Hypothesis Testing Flashcards
To have a clear understanding of: - Sample and population - Hypothesis testing - P-values and confidence intervals - Testing a hypothesis referring to a single mean and a single proportion - Interpretation of statistical output for each test
Who is included in a population?
Current members and future members.
Why is a sample of a population used?
Because it is not feasible to collect data on the entire population, a sample is used to tell us about the theoretical population.
What is needed before collecting data from a sample?
The theoretical population must be defined in order to understand how generalisable the inferences from the sample are. The sample must be representative of the population.
What are the key considerations for a random sample?
- Each individual from the population must have an equal chance of being included.
- The inclusion of one individual must not affect the inclusion of another.
What is stratified random sampling?
A method in which populations are broken down into smaller divisions and samples taken from these in order to ensure the sample is representative of the entire population.
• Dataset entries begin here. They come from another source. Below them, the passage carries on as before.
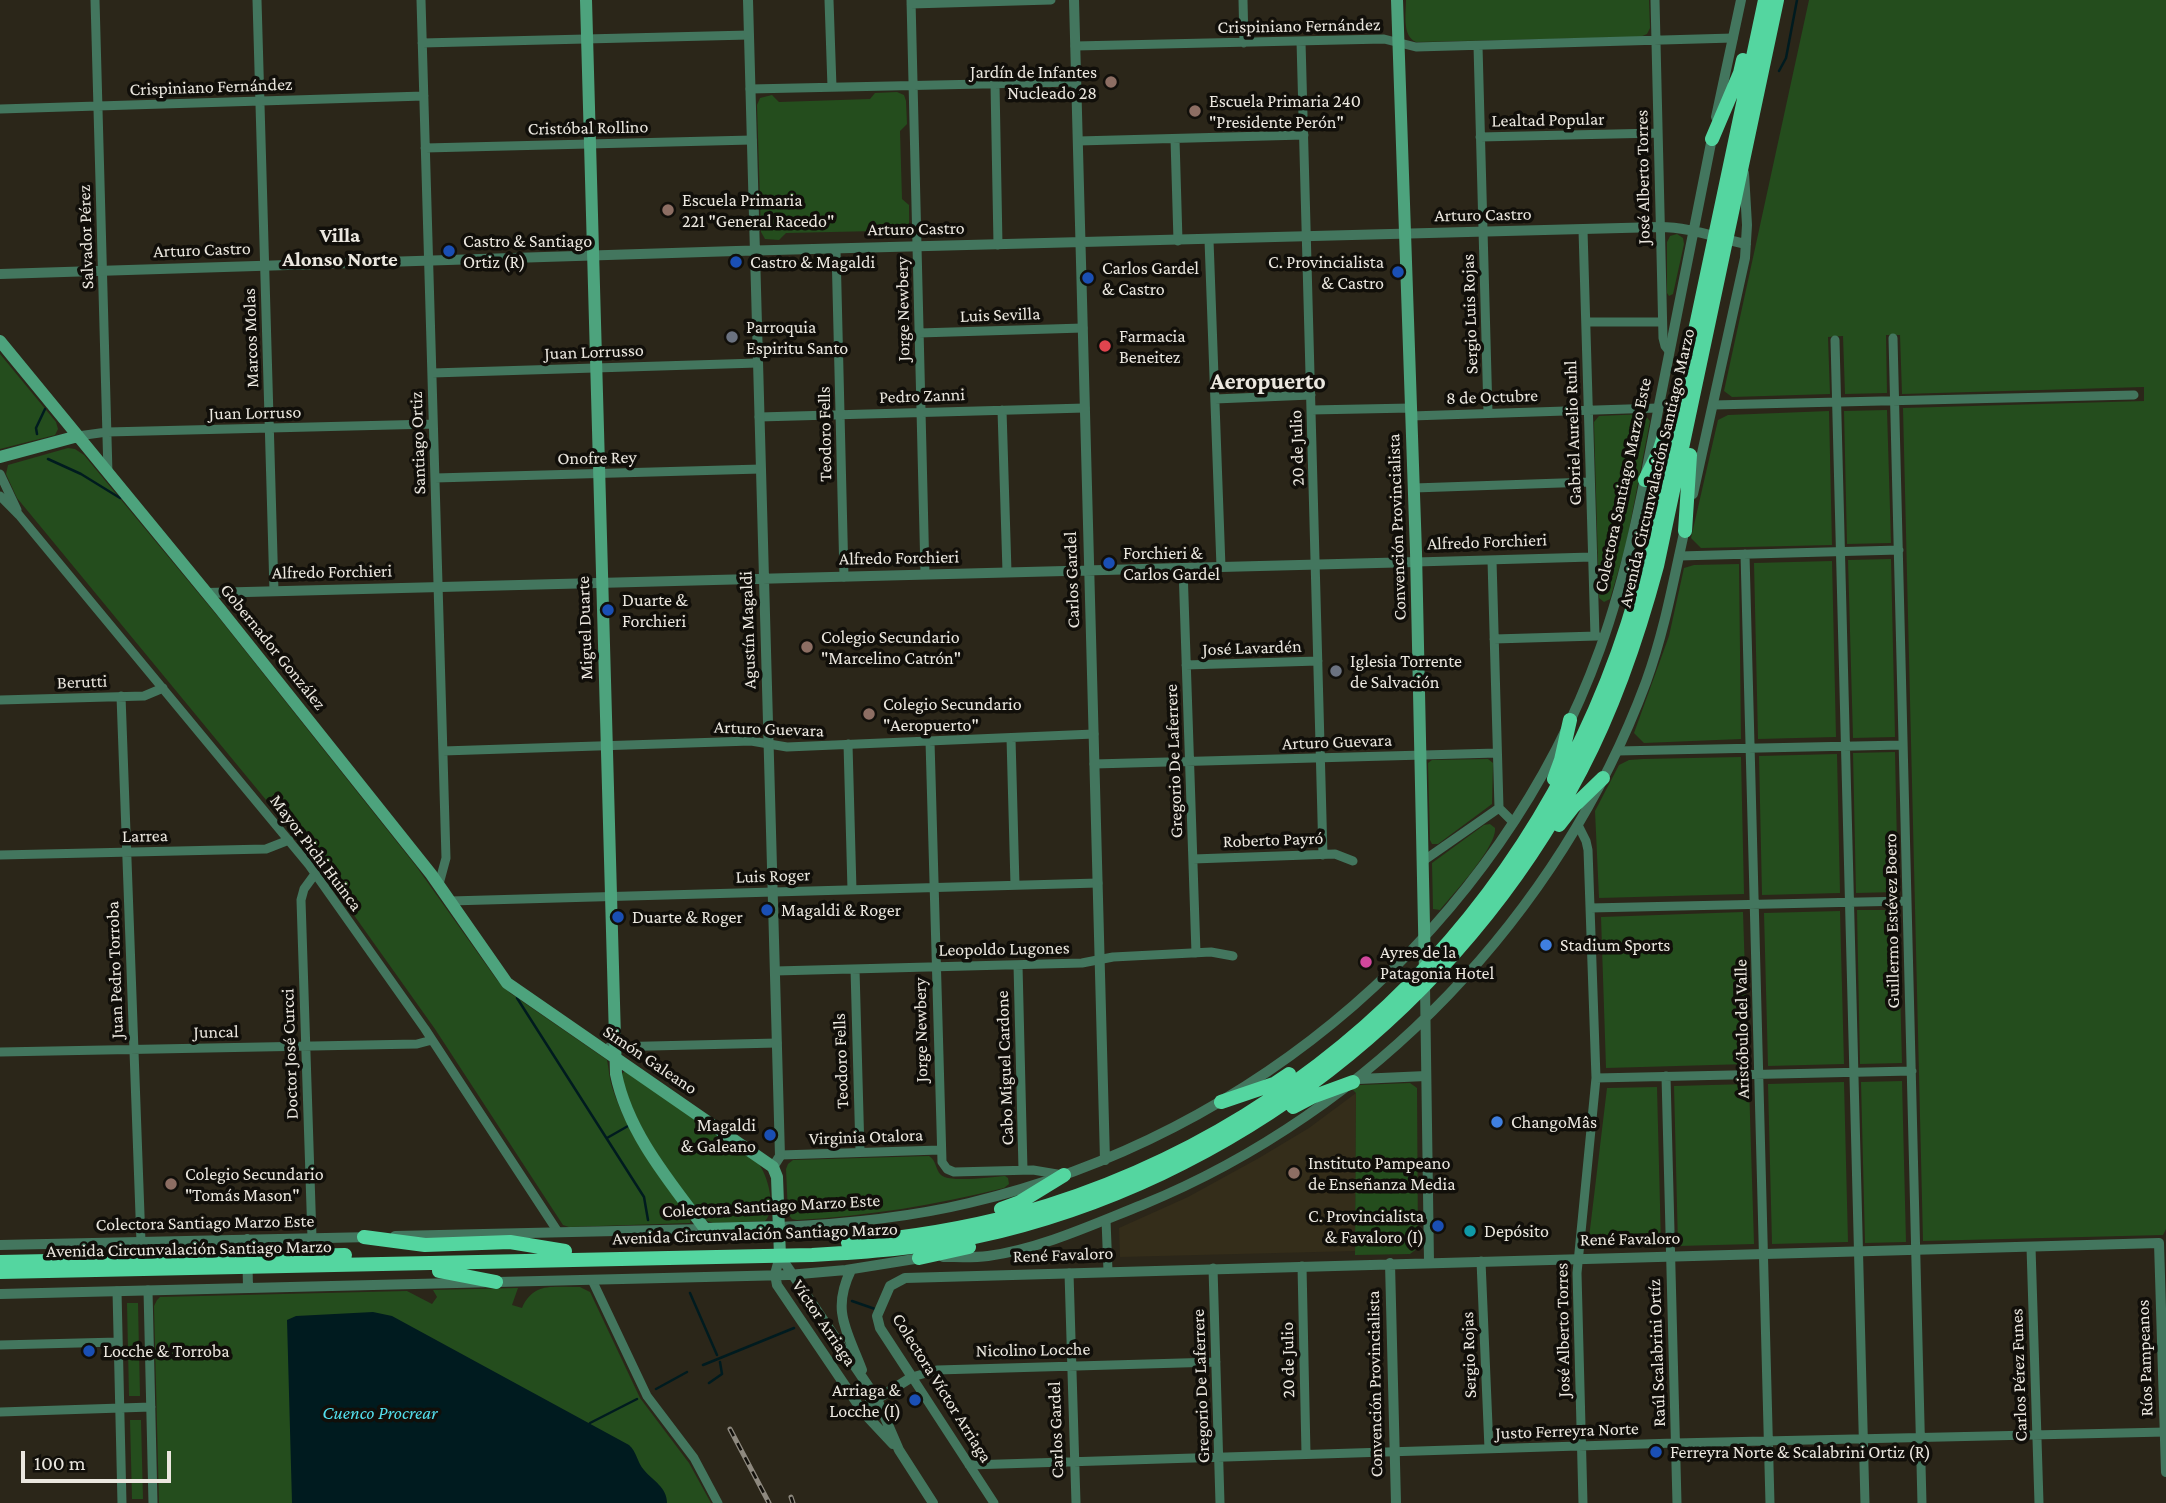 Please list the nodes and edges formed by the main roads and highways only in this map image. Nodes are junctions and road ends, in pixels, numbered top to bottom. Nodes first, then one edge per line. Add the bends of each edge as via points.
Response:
1 (586, 0) edge
2 (1397, 0) edge
3 (1756, 0) edge
4 (1765, 0) edge
5 (1777, 0) edge
6 (1712, 139) road end
7 (1721, 239) junction
8 (1705, 287) junction
9 (1712, 308) junction
10 (0, 341) edge
11 (78, 436) junction
12 (0, 457) edge
13 (1644, 480) road end
14 (1685, 531) road end
15 (1570, 720) road end
16 (1603, 778) road end
17 (1496, 885) junction
18 (1472, 935) junction
19 (1425, 968) junction
20 (507, 983) joint
21 (1425, 986) junction
22 (1385, 1008) junction
23 (615, 1052) junction
24 (1353, 1082) road end
25 (1221, 1102) road end
26 (1195, 1156) junction
27 (1064, 1175) road end
28 (1102, 1198) junction
29 (779, 1227) junction
30 (705, 1229) joint
31 (365, 1237) road end
32 (888, 1239) junction
33 (565, 1251) junction
34 (780, 1251) junction
35 (0, 1254) edge
36 (919, 1258) road end
37 (67, 1260) junction
38 (0, 1262) edge
39 (247, 1262) junction
40 (298, 1266) junction
41 (0, 1274) edge
42 (496, 1282) road end

1 - 23 main road, Miguel Duarte
2 - 19 main road, Convención Provincialista
3 - 6 highway via 1740,73
4 - 7 highway, Avenida Circunvalación Santiago Marzo
5 - 7 highway, Avenida Circunvalación Santiago Marzo via 1743,164
7 - 8 highway, Avenida Circunvalación Santiago Marzo
7 - 9 highway, Avenida Circunvalación Santiago Marzo
8 - 13 highway via 1683,349 1663,442
8 - 17 highway, Avenida Circunvalación Santiago Marzo via 1649,549 1623,640 1570,766
9 - 14 highway via 1706,376 1688,468
9 - 18 highway, Avenida Circunvalación Santiago Marzo via 1660,552 1625,672 1556,815
10 - 11 main road, Gobernador González
11 - 12 main road
11 - 20 main road, Gobernador González via 439,884
15 - 17 highway via 1558,770 1511,848
16 - 18 highway via 1569,813 1513,896
17 - 19 highway, Avenida Circunvalación Santiago Marzo
18 - 21 highway, Avenida Circunvalación Santiago Marzo
19 - 21 main road, Convención Provincialista
19 - 22 highway, Avenida Circunvalación Santiago Marzo
20 - 23 main road, Simón Galeano via 601,1048
21 - 26 highway, Avenida Circunvalación Santiago Marzo via 1315,1081
22 - 25 highway via 1280,1080
22 - 32 highway, Avenida Circunvalación Santiago Marzo via 1294,1082 1162,1160 1027,1211 962,1228
23 - 29 main road, Simón Galeano via 773,1167
23 - 30 main road, Miguel Duarte via 621,1094 643,1141
24 - 26 highway via 1312,1097 1241,1139
26 - 28 highway, Avenida Circunvalación Santiago Marzo
27 - 32 highway via 1013,1206
28 - 34 highway, Avenida Circunvalación Santiago Marzo via 959,1240 868,1251
28 - 36 highway via 1044,1226
29 - 30 main road, Colectora Santiago Marzo Este
29 - 34 main road
31 - 33 highway via 425,1245 510,1242
32 - 34 highway, Avenida Circunvalación Santiago Marzo
33 - 34 highway, Avenida Circunvalación Santiago Marzo
33 - 39 highway, Avenida Circunvalación Santiago Marzo
34 - 40 highway, Avenida Circunvalación Santiago Marzo
35 - 37 highway
37 - 38 highway, Avenida Circunvalación Santiago Marzo
37 - 39 highway, Avenida Circunvalación Santiago Marzo
39 - 40 highway, Avenida Circunvalación Santiago Marzo
39 - 41 highway, Avenida Circunvalación Santiago Marzo
40 - 42 highway via 355,1272 446,1271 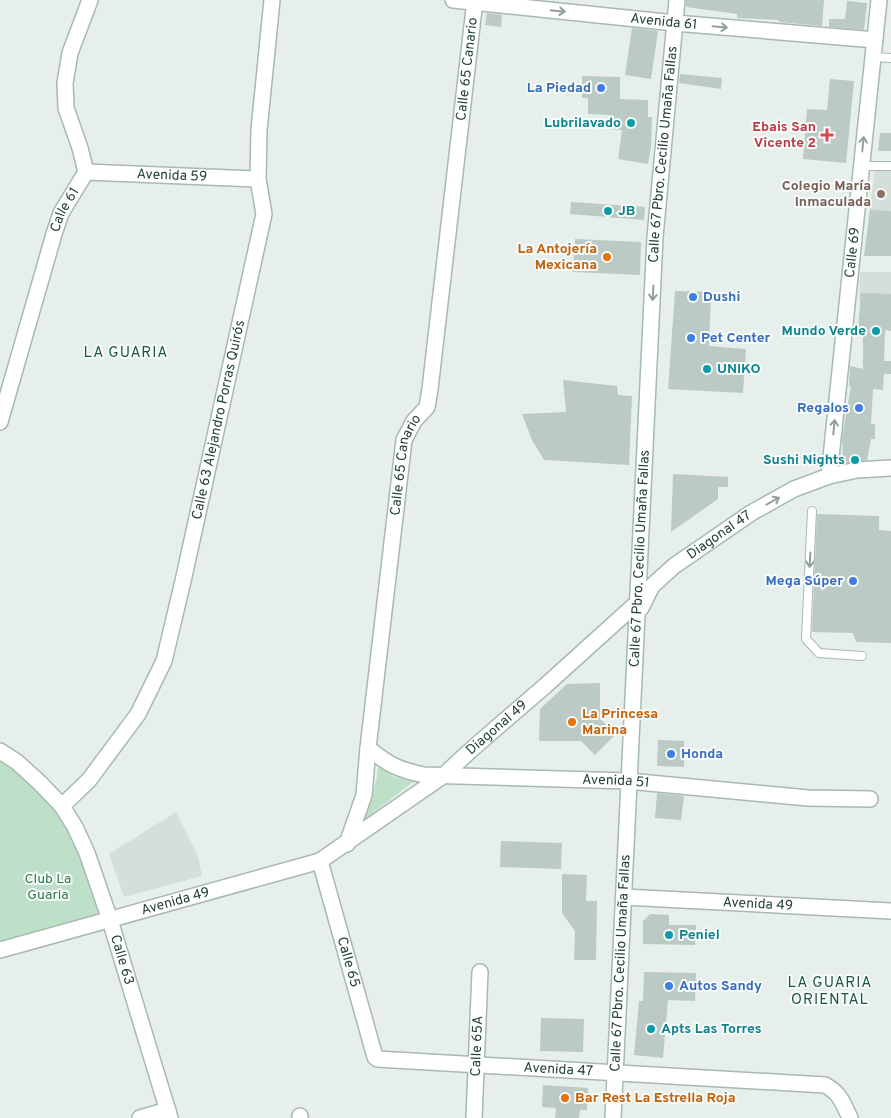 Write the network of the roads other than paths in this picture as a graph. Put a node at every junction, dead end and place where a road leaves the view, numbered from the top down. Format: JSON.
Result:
{"nodes":[{"id":1,"x":90,"y":0,"type":"edge"},
{"id":2,"x":272,"y":0,"type":"edge"},
{"id":3,"x":454,"y":0,"type":"edge"},
{"id":4,"x":678,"y":0,"type":"edge"},
{"id":5,"x":879,"y":0,"type":"edge"},
{"id":6,"x":475,"y":1,"type":"edge"},
{"id":7,"x":675,"y":24,"type":"junction"},
{"id":8,"x":875,"y":40,"type":"junction"},
{"id":9,"x":873,"y":57,"type":"junction"},
{"id":10,"x":891,"y":58,"type":"edge"},
{"id":11,"x":861,"y":166,"type":"junction"},
{"id":12,"x":891,"y":166,"type":"edge"},
{"id":13,"x":86,"y":172,"type":"junction"},
{"id":14,"x":258,"y":179,"type":"junction"},
{"id":15,"x":0,"y":422,"type":"edge"},
{"id":16,"x":891,"y":468,"type":"edge"},
{"id":17,"x":828,"y":476,"type":"junction"},
{"id":18,"x":812,"y":511,"type":"dead end"},
{"id":19,"x":641,"y":549,"type":"junction"},
{"id":20,"x":674,"y":566,"type":"junction"},
{"id":21,"x":638,"y":602,"type":"junction"},
{"id":22,"x":637,"y":624,"type":"junction"},
{"id":23,"x":862,"y":656,"type":"dead end"},
{"id":24,"x":368,"y":748,"type":"junction"},
{"id":25,"x":0,"y":751,"type":"edge"},
{"id":26,"x":444,"y":775,"type":"junction"},
{"id":27,"x":628,"y":781,"type":"junction"},
{"id":28,"x":870,"y":799,"type":"dead end"},
{"id":29,"x":62,"y":806,"type":"junction"},
{"id":30,"x":347,"y":844,"type":"junction"},
{"id":31,"x":320,"y":861,"type":"junction"},
{"id":32,"x":624,"y":897,"type":"junction"},
{"id":33,"x":891,"y":911,"type":"edge"},
{"id":34,"x":110,"y":920,"type":"junction"},
{"id":35,"x":0,"y":950,"type":"edge"},
{"id":36,"x":480,"y":972,"type":"dead end"},
{"id":37,"x":381,"y":1061,"type":"joint"},
{"id":38,"x":476,"y":1066,"type":"junction"},
{"id":39,"x":616,"y":1074,"type":"junction"},
{"id":40,"x":169,"y":1114,"type":"edge"},
{"id":41,"x":140,"y":1118,"type":"edge"},
{"id":42,"x":474,"y":1118,"type":"edge"},
{"id":43,"x":613,"y":1118,"type":"edge"},
{"id":44,"x":850,"y":1118,"type":"edge"}],
"edges":[{"from":1,"to":13,"type":"street","name":"Calle 61"},
{"from":2,"to":14,"type":"street","name":"Calle 63 Alejandro Porras Quirós"},
{"from":3,"to":6,"type":"street","name":"Avenida 61"},
{"from":4,"to":7,"type":"street","name":"Calle 67 Pbro. Cecilio Umaña Fallas"},
{"from":5,"to":8,"type":"street","name":"Calle 69"},
{"from":6,"to":7,"type":"street","name":"Avenida 61","one_way":true},
{"from":6,"to":24,"type":"street","name":"Calle 65 Canario"},
{"from":7,"to":8,"type":"street","name":"Avenida 61","one_way":true},
{"from":7,"to":19,"type":"street","name":"Calle 67 Pbro. Cecilio Umaña Fallas","one_way":true},
{"from":8,"to":9,"type":"street","name":"Calle 69"},
{"from":9,"to":10,"type":"lane"},
{"from":11,"to":9,"type":"street","name":"Calle 69","one_way":true},
{"from":11,"to":12,"type":"lane"},
{"from":17,"to":11,"type":"street","name":"Calle 69","one_way":true},
{"from":13,"to":14,"type":"street","name":"Avenida 59"},
{"from":13,"to":15,"type":"street","name":"Calle 61"},
{"from":14,"to":29,"type":"street","name":"Calle 63 Alejandro Porras Quirós"},
{"from":16,"to":17,"type":"street","name":"Diagonal 47"},
{"from":20,"to":17,"type":"street","name":"Diagonal 47","one_way":true},
{"from":18,"to":23,"type":"lane","one_way":true},
{"from":19,"to":20,"type":"street"},
{"from":19,"to":21,"type":"street","name":"Calle 67 Pbro. Cecilio Umaña Fallas"},
{"from":20,"to":22,"type":"street","name":"Diagonal 47"},
{"from":21,"to":22,"type":"street","name":"Calle 67 Pbro. Cecilio Umaña Fallas"},
{"from":21,"to":26,"type":"street","name":"Diagonal 49"},
{"from":22,"to":27,"type":"street","name":"Calle 67 Pbro. Cecilio Umaña Fallas"},
{"from":24,"to":26,"type":"street","name":"Avenida 51"},
{"from":24,"to":30,"type":"street","name":"Calle 65 Canario"},
{"from":25,"to":29,"type":"street"},
{"from":26,"to":27,"type":"street","name":"Avenida 51"},
{"from":26,"to":30,"type":"street","name":"Diagonal 49"},
{"from":27,"to":28,"type":"street","name":"Avenida 51"},
{"from":27,"to":32,"type":"street","name":"Calle 67 Pbro. Cecilio Umaña Fallas"},
{"from":29,"to":34,"type":"street","name":"Calle 63"},
{"from":30,"to":31,"type":"street","name":"Avenida 49"},
{"from":31,"to":34,"type":"street","name":"Avenida 49"},
{"from":31,"to":37,"type":"street","name":"Calle 65"},
{"from":32,"to":33,"type":"street","name":"Avenida 49"},
{"from":32,"to":39,"type":"street","name":"Calle 67 Pbro. Cecilio Umaña Fallas"},
{"from":34,"to":35,"type":"street","name":"Avenida 49"},
{"from":34,"to":40,"type":"street","name":"Calle 63"},
{"from":36,"to":38,"type":"street","name":"Calle 65A"},
{"from":37,"to":38,"type":"street","name":"Avenida 47"},
{"from":38,"to":39,"type":"street","name":"Avenida 47"},
{"from":38,"to":42,"type":"street","name":"Calle 65A"},
{"from":39,"to":43,"type":"street","name":"Calle 67 Pbro. Cecilio Umaña Fallas"},
{"from":39,"to":44,"type":"street","name":"Avenida 47"},
{"from":40,"to":41,"type":"street"}]}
Why is the normal distribution important in medical research?
- To understand the central tendency and variability of the data to allow for summarising and interpretation of large datasets.
- For use of parametric statistical tests such as t-tests and ANOVA.
- For predictive modelling and risk assessment.
- For quality control in order to set limits and identify outliers.
What is the standard error?
A measure of the variability between sample means.
It quantifies the difference between the mean measured from a sample and the mean measured from the theoretical population.
What is the standard deviation?
A measure of how far the mean is from other points in the dataset.
It is the variability in the population/sample mean.
What does the null hypothesis state?
That there is no difference between populations.
What does the alternate hypothesis state?
That there is a difference between populations.
What do you have to assume about a sample in order to test a hypothesis?
- The sample is representative.
- The sample is independent.
- The sample has homogenous variance.
- The sample is normally distributed.
What can you assume if the sample size is > 30?
That the distribution of the sample mean is approximately normal (no matter the distribution of the data).
When should you use the normal distribution?
If the sample size is > 30 and assumptions are met.
When should you use the t-distribution?
If the sample size < 30 and assumptions are met.
What should you do if assumptions are not met?
First, try to transform the data.
If the transformed data still does not meet the assumptions, use a non-parametric test.
What is the limiting factor for categorical data?
The accuracy of the instrument used to measure the value.
What is categorical data known as if it can only take 2 distinct values?
Dichotomous or binary.
What is a type I error?
A false positive - the null hypothesis is rejected when it is true.
e.g., you say there is a difference between groups when there isn’t one
What is a type II error?
A false negative - the null hypothesis is not rejected when it is false.
e.g., you say there isn’t a difference between groups when there is one.
What is the power of a test?
The probability of not rejecting the null hypothesis when it is false.
e.g., the probability of not making a type II error.
What is the p-value?
A measure of the strength of the evidence against the null hypothesis.
A small p-value indicates that the null hypothesis is unlikely to be true.
What is a confidence interval?
The range of values estimated from a sample within which the true population value is likely to be found.
What does a 95% confidence interval mean?
That if a random sample was drawn 100 times, 95 out of the 100 times the sample would contain the true population parameter.
How do you calculate the 95% CI?
95% CI for the mean is (x - 1.96 x SE) to (x + 1.96 x SE)
What test should you use to compare one group to a known value?
Parametric = One sample t-test.
Non-parametric = sign test.
What test should you use to compare 2 paired groups?
Parametric = paired t-test.
Non-parametric = Wilcoxon signed-rank test.
What test should you use to compare 2 independent groups?
Parametric = unpaired t-test.
Non-parametric = Wilcoxon rank sum test.